• _HOW TO COMPLETE THIS TASK_:
Omitting the pictures, restate all of the entries below exactly.

Stored items
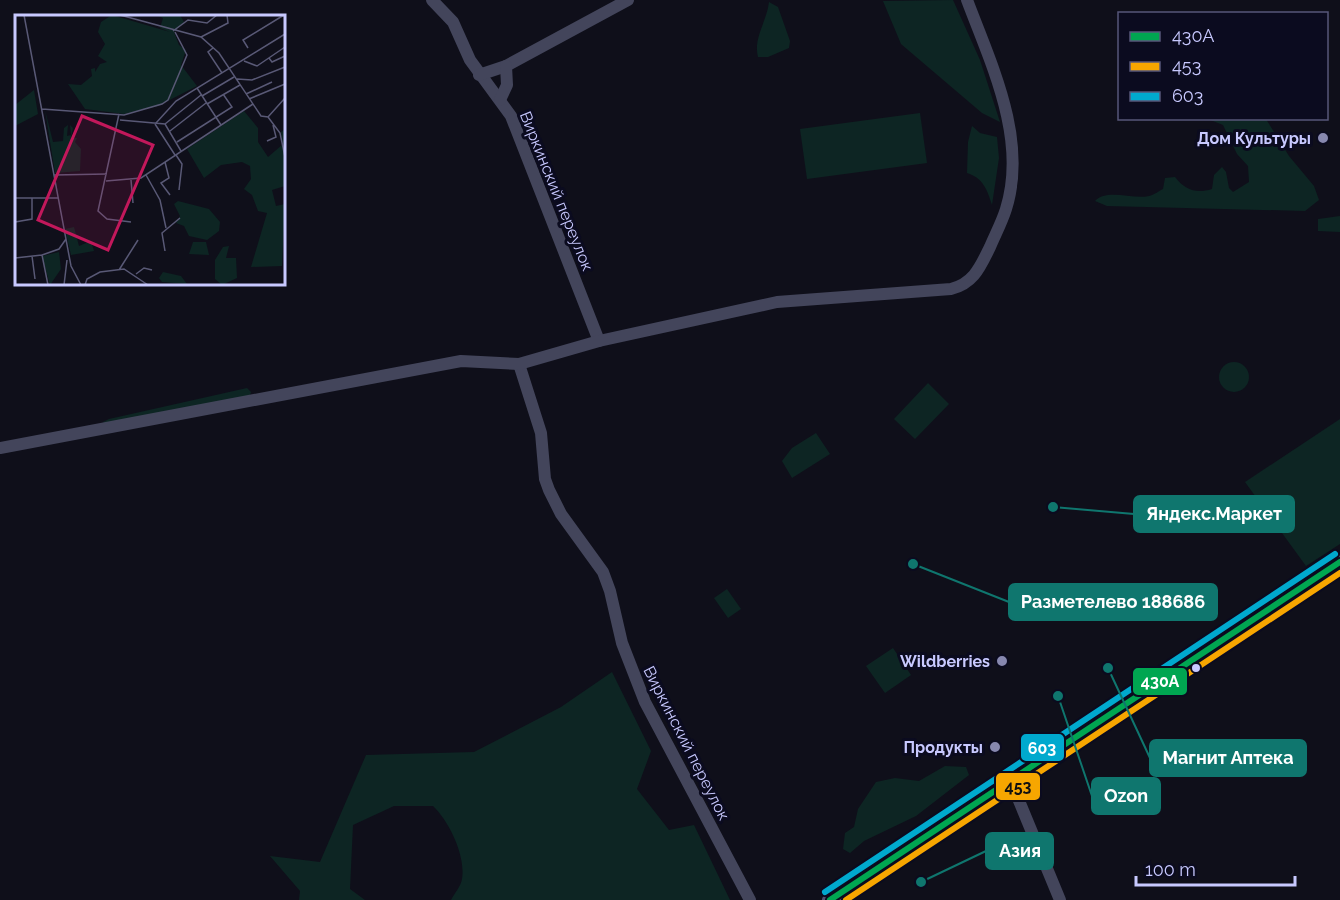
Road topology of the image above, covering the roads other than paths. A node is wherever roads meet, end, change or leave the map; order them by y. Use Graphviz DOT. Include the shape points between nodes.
graph roads {
  1 [pos="432,0"];
  2 [pos="628,0"];
  3 [pos="967,0"];
  4 [pos="506,66"];
  5 [pos="479,75"];
  6 [pos="500,100"];
  7 [pos="599,341"];
  8 [pos="519,364"];
  9 [pos="0,448"];
  10 [pos="1340,562"];
  11 [pos="1010,779"];
  12 [pos="750,900"];
  13 [pos="830,900"];
  14 [pos="1060,900"];
  1 -- 5 [label="street, Виркинский переулок" via="453,22"];
  2 -- 4 [label="street"];
  3 -- 7 [label="street" via="1001,93 1012,155 1006,209 971,279 951,289 777,302"];
  4 -- 5 [label="street"];
  4 -- 6 [label="street" via="507,86"];
  5 -- 6 [label="street, Виркинский переулок"];
  6 -- 7 [label="street, Виркинский переулок" via="524,145"];
  7 -- 8 [label="street"];
  8 -- 9 [label="street" via="461,361"];
  8 -- 12 [label="street, Виркинский переулок" via="541,433 549,490 561,514 603,572 622,643 645,702"];
  10 -- 11 [label="main road"];
  11 -- 13 [label="main road"];
  11 -- 14 [label="street"];
}
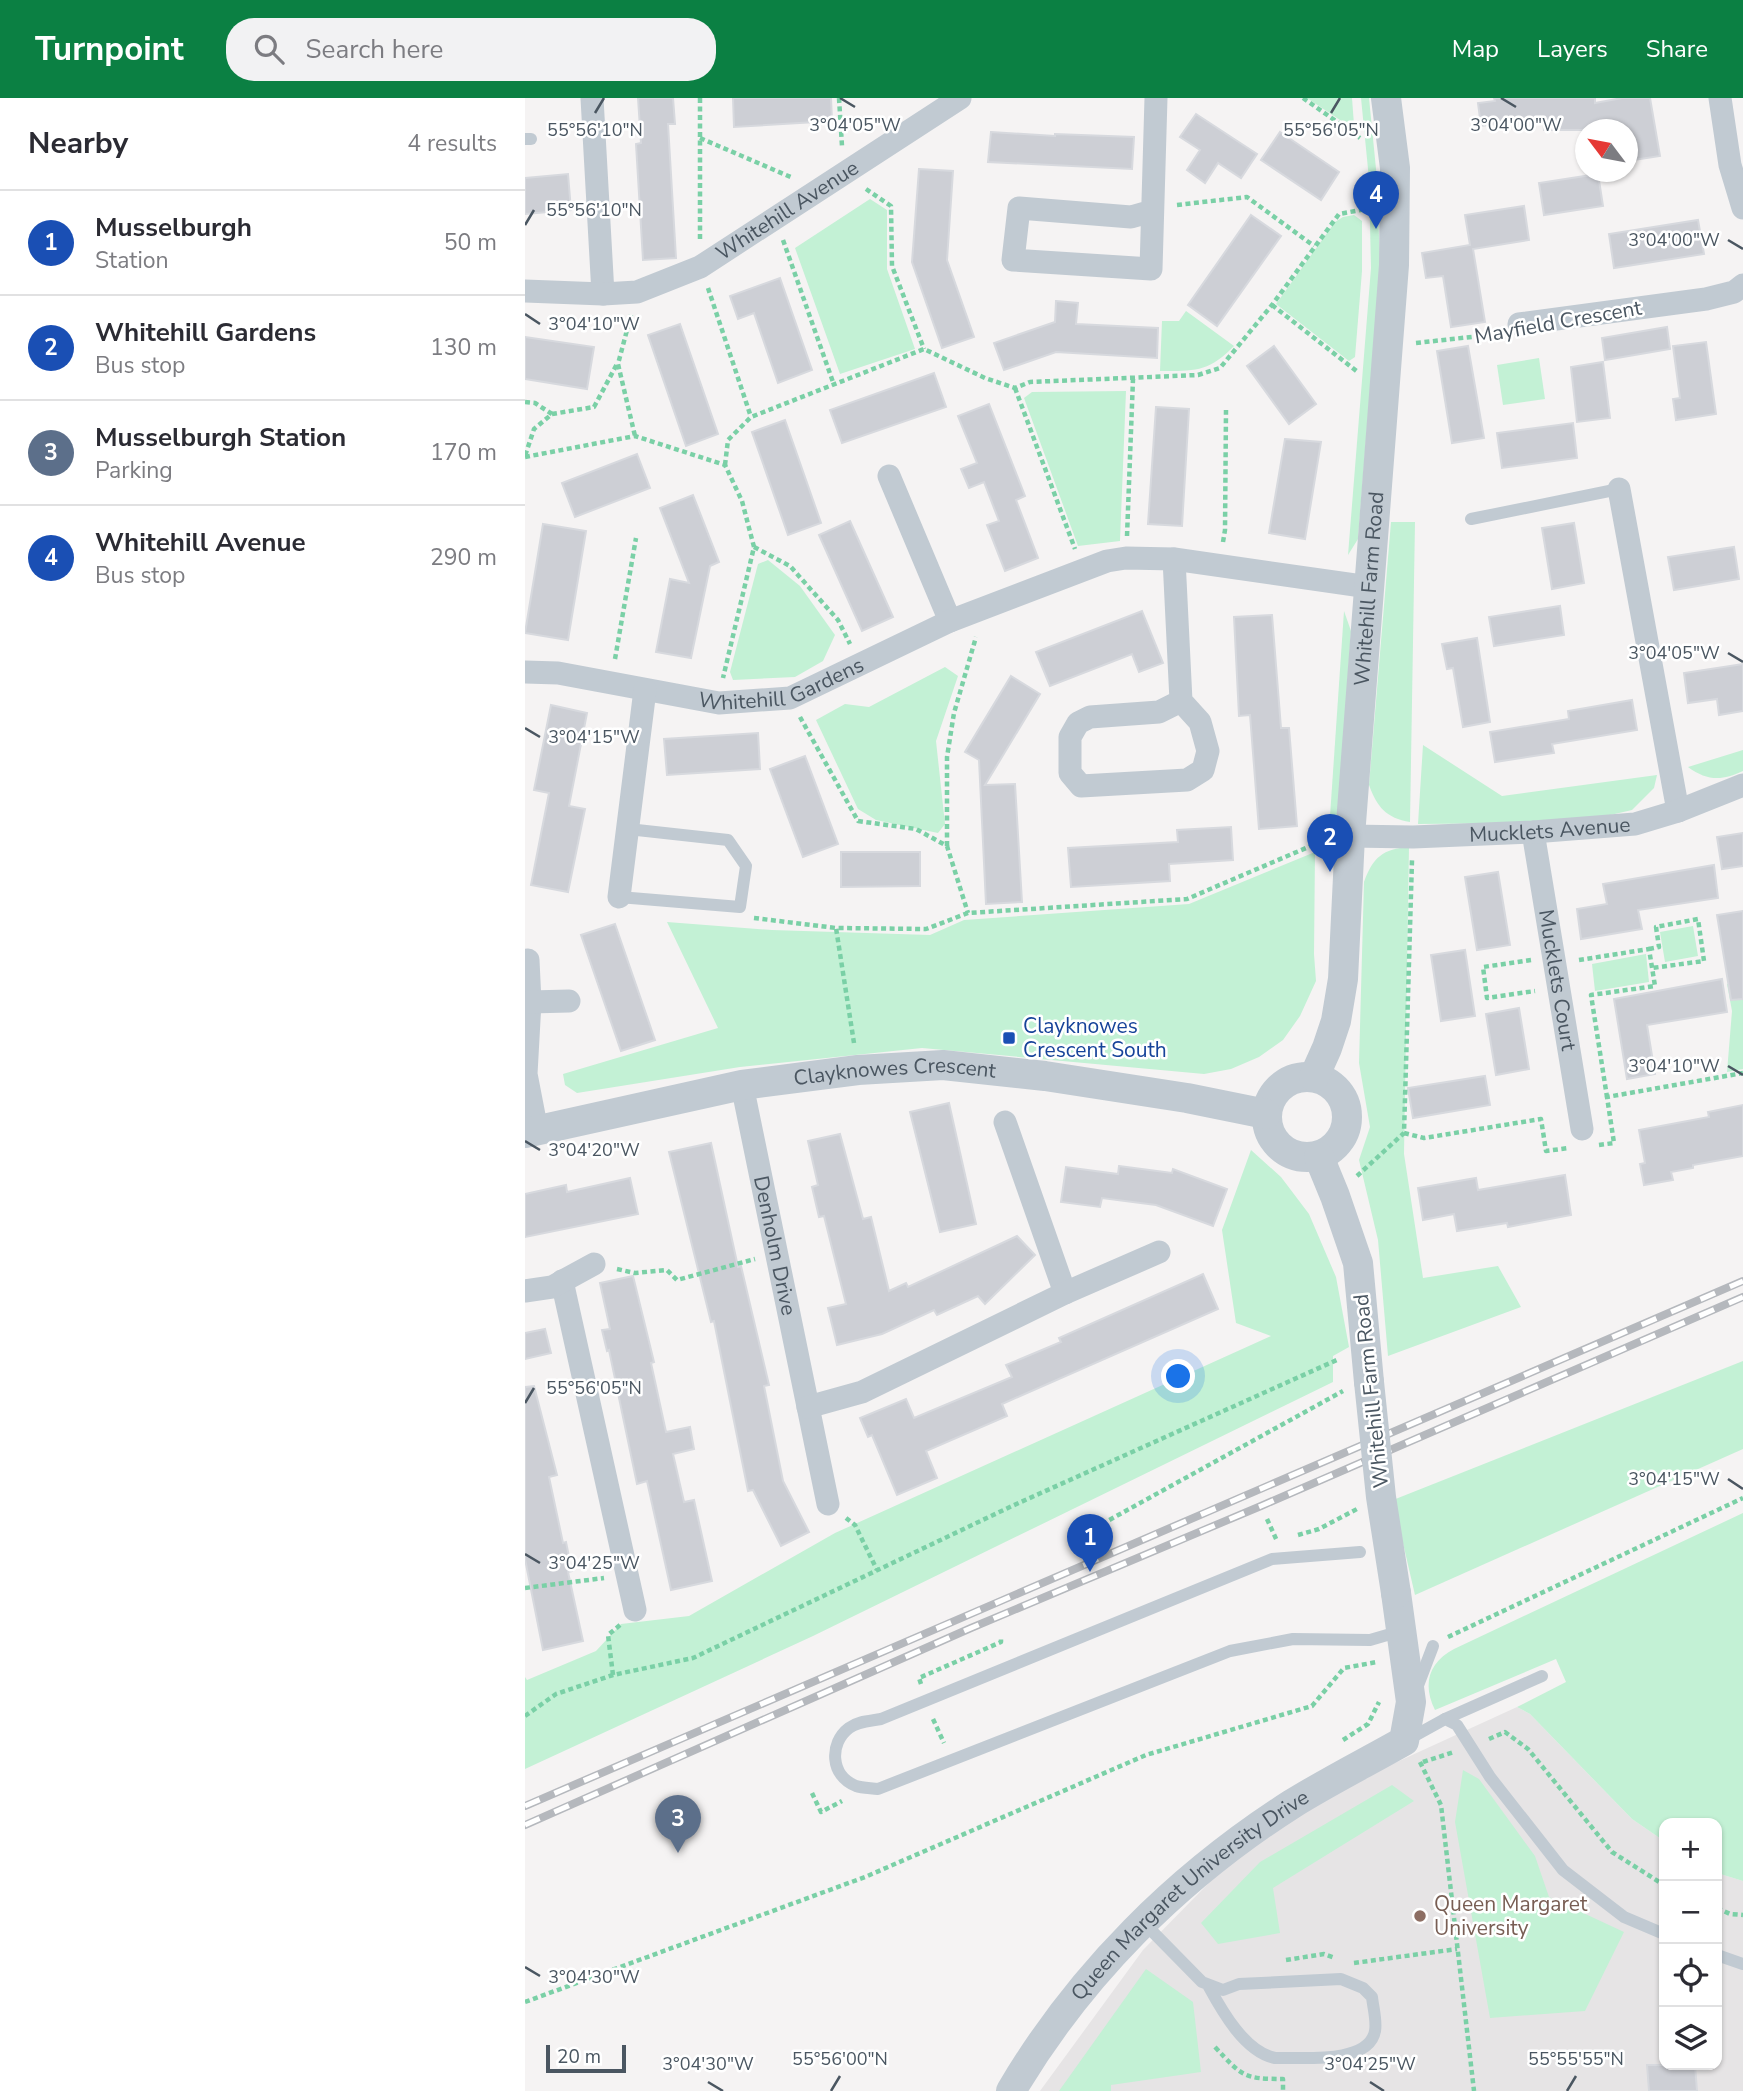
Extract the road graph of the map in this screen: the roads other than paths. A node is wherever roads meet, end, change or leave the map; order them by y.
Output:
1 (592, 98) edge
2 (960, 98) edge
3 (1156, 98) edge
4 (1386, 98) edge
5 (1720, 98) edge
6 (1743, 208) edge
7 (1152, 211) junction
8 (1743, 285) edge
9 (525, 291) edge
10 (603, 294) junction
11 (1519, 324) road end
12 (889, 476) dead end
13 (1619, 489) joint
14 (1471, 519) dead end
15 (1174, 559) junction
16 (1369, 587) junction
17 (950, 621) junction
18 (525, 672) edge
19 (645, 690) junction
20 (1181, 701) junction
21 (1743, 785) edge
22 (1678, 811) junction
23 (628, 829) junction
24 (1533, 832) junction
25 (1337, 839) junction
26 (619, 897) joint
27 (528, 960) dead end
28 (569, 1001) dead end
29 (530, 1002) junction
30 (1314, 1077) junction
31 (742, 1085) junction
32 (1266, 1114) junction
33 (1005, 1122) dead end
34 (531, 1132) edge
35 (1582, 1141) road end
36 (1319, 1157) junction
37 (1159, 1252) dead end
38 (594, 1264) road end
39 (562, 1281) junction
40 (525, 1291) edge
41 (1065, 1293) junction
42 (808, 1407) junction
43 (828, 1504) road end
44 (1360, 1552) dead end
45 (635, 1611) road end
46 (1402, 1631) junction
47 (1433, 1646) road end
48 (1542, 1676) dead end
49 (1411, 1702) junction
50 (1444, 1719) junction
51 (1413, 1752) junction
52 (1143, 1921) junction
53 (1659, 1932) edge
54 (1722, 1957) edge
55 (1743, 1964) edge
56 (1209, 1987) junction
57 (1011, 2091) edge

1 - 10 street
2 - 10 street, Whitehill Avenue
3 - 7 street
4 - 16 street, Whitehill Farm Road
5 - 6 street
7 - 7 street
8 - 11 street, Mayfield Crescent
9 - 10 street, Whitehill Avenue
12 - 17 street
13 - 14 lane
13 - 22 street
15 - 16 street, Whitehill Gardens
15 - 17 street, Whitehill Gardens
15 - 20 street
16 - 25 street, Whitehill Farm Road
17 - 19 street, Whitehill Gardens
18 - 19 street, Whitehill Gardens
19 - 23 street
20 - 20 street
21 - 22 street, Mucklets Avenue
22 - 24 street, Mucklets Avenue
23 - 26 street
23 - 26 lane
24 - 25 street, Mucklets Avenue
24 - 35 street, Mucklets Court
25 - 30 street, Whitehill Farm Road
27 - 29 street
28 - 29 street
29 - 34 street
30 - 32 street
30 - 36 street
31 - 32 street, Clayknowes Crescent
31 - 34 street, Clayknowes Crescent
31 - 42 street, Denholm Drive
32 - 36 street
33 - 41 street
36 - 46 street, Whitehill Farm Road, bridge
37 - 41 street
38 - 39 street
39 - 40 street
39 - 45 street
41 - 42 street
42 - 43 street, Denholm Drive
44 - 46 lane
46 - 49 street, Whitehill Farm Road
47 - 49 lane
48 - 50 lane
49 - 51 street, Whitehill Farm Road
50 - 51 lane
50 - 53 lane
51 - 52 street, Queen Margaret University Drive
52 - 56 lane
52 - 57 street, Queen Margaret University Drive
54 - 55 lane
56 - 56 lane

• _ANSWER BOX_:
Road topology of the image above, covering the roads other than paths. A node is wherever roads meet, end, change or leave the map; order them by y. Use Graphviz DOT. Include the shape points between nodes.
graph roads {
  1 [pos="432,0"];
  2 [pos="628,0"];
  3 [pos="967,0"];
  4 [pos="506,66"];
  5 [pos="479,75"];
  6 [pos="500,100"];
  7 [pos="599,341"];
  8 [pos="519,364"];
  9 [pos="0,448"];
  10 [pos="1340,562"];
  11 [pos="1010,779"];
  12 [pos="750,900"];
  13 [pos="830,900"];
  14 [pos="1060,900"];
  1 -- 5 [label="street, Виркинский переулок" via="453,22"];
  2 -- 4 [label="street"];
  3 -- 7 [label="street" via="1001,93 1012,155 1006,209 971,279 951,289 777,302"];
  4 -- 5 [label="street"];
  4 -- 6 [label="street" via="507,86"];
  5 -- 6 [label="street, Виркинский переулок"];
  6 -- 7 [label="street, Виркинский переулок" via="524,145"];
  7 -- 8 [label="street"];
  8 -- 9 [label="street" via="461,361"];
  8 -- 12 [label="street, Виркинский переулок" via="541,433 549,490 561,514 603,572 622,643 645,702"];
  10 -- 11 [label="main road"];
  11 -- 13 [label="main road"];
  11 -- 14 [label="street"];
}
Extract the road graph of the map in this screen: the roads other than paths. A node is wherever roads meet, end, change or leave the map; order them by y.
Output:
1 (592, 98) edge
2 (960, 98) edge
3 (1156, 98) edge
4 (1386, 98) edge
5 (1720, 98) edge
6 (1743, 208) edge
7 (1152, 211) junction
8 (1743, 285) edge
9 (525, 291) edge
10 (603, 294) junction
11 (1519, 324) road end
12 (889, 476) dead end
13 (1619, 489) joint
14 (1471, 519) dead end
15 (1174, 559) junction
16 (1369, 587) junction
17 (950, 621) junction
18 (525, 672) edge
19 (645, 690) junction
20 (1181, 701) junction
21 (1743, 785) edge
22 (1678, 811) junction
23 (628, 829) junction
24 (1533, 832) junction
25 (1337, 839) junction
26 (619, 897) joint
27 (528, 960) dead end
28 (569, 1001) dead end
29 (530, 1002) junction
30 (1314, 1077) junction
31 (742, 1085) junction
32 (1266, 1114) junction
33 (1005, 1122) dead end
34 (531, 1132) edge
35 (1582, 1141) road end
36 (1319, 1157) junction
37 (1159, 1252) dead end
38 (594, 1264) road end
39 (562, 1281) junction
40 (525, 1291) edge
41 (1065, 1293) junction
42 (808, 1407) junction
43 (828, 1504) road end
44 (1360, 1552) dead end
45 (635, 1611) road end
46 (1402, 1631) junction
47 (1433, 1646) road end
48 (1542, 1676) dead end
49 (1411, 1702) junction
50 (1444, 1719) junction
51 (1413, 1752) junction
52 (1143, 1921) junction
53 (1659, 1932) edge
54 (1722, 1957) edge
55 (1743, 1964) edge
56 (1209, 1987) junction
57 (1011, 2091) edge

1 - 10 street
2 - 10 street, Whitehill Avenue
3 - 7 street
4 - 16 street, Whitehill Farm Road
5 - 6 street
7 - 7 street
8 - 11 street, Mayfield Crescent
9 - 10 street, Whitehill Avenue
12 - 17 street
13 - 14 lane
13 - 22 street
15 - 16 street, Whitehill Gardens
15 - 17 street, Whitehill Gardens
15 - 20 street
16 - 25 street, Whitehill Farm Road
17 - 19 street, Whitehill Gardens
18 - 19 street, Whitehill Gardens
19 - 23 street
20 - 20 street
21 - 22 street, Mucklets Avenue
22 - 24 street, Mucklets Avenue
23 - 26 street
23 - 26 lane
24 - 25 street, Mucklets Avenue
24 - 35 street, Mucklets Court
25 - 30 street, Whitehill Farm Road
27 - 29 street
28 - 29 street
29 - 34 street
30 - 32 street
30 - 36 street
31 - 32 street, Clayknowes Crescent
31 - 34 street, Clayknowes Crescent
31 - 42 street, Denholm Drive
32 - 36 street
33 - 41 street
36 - 46 street, Whitehill Farm Road, bridge
37 - 41 street
38 - 39 street
39 - 40 street
39 - 45 street
41 - 42 street
42 - 43 street, Denholm Drive
44 - 46 lane
46 - 49 street, Whitehill Farm Road
47 - 49 lane
48 - 50 lane
49 - 51 street, Whitehill Farm Road
50 - 51 lane
50 - 53 lane
51 - 52 street, Queen Margaret University Drive
52 - 56 lane
52 - 57 street, Queen Margaret University Drive
54 - 55 lane
56 - 56 lane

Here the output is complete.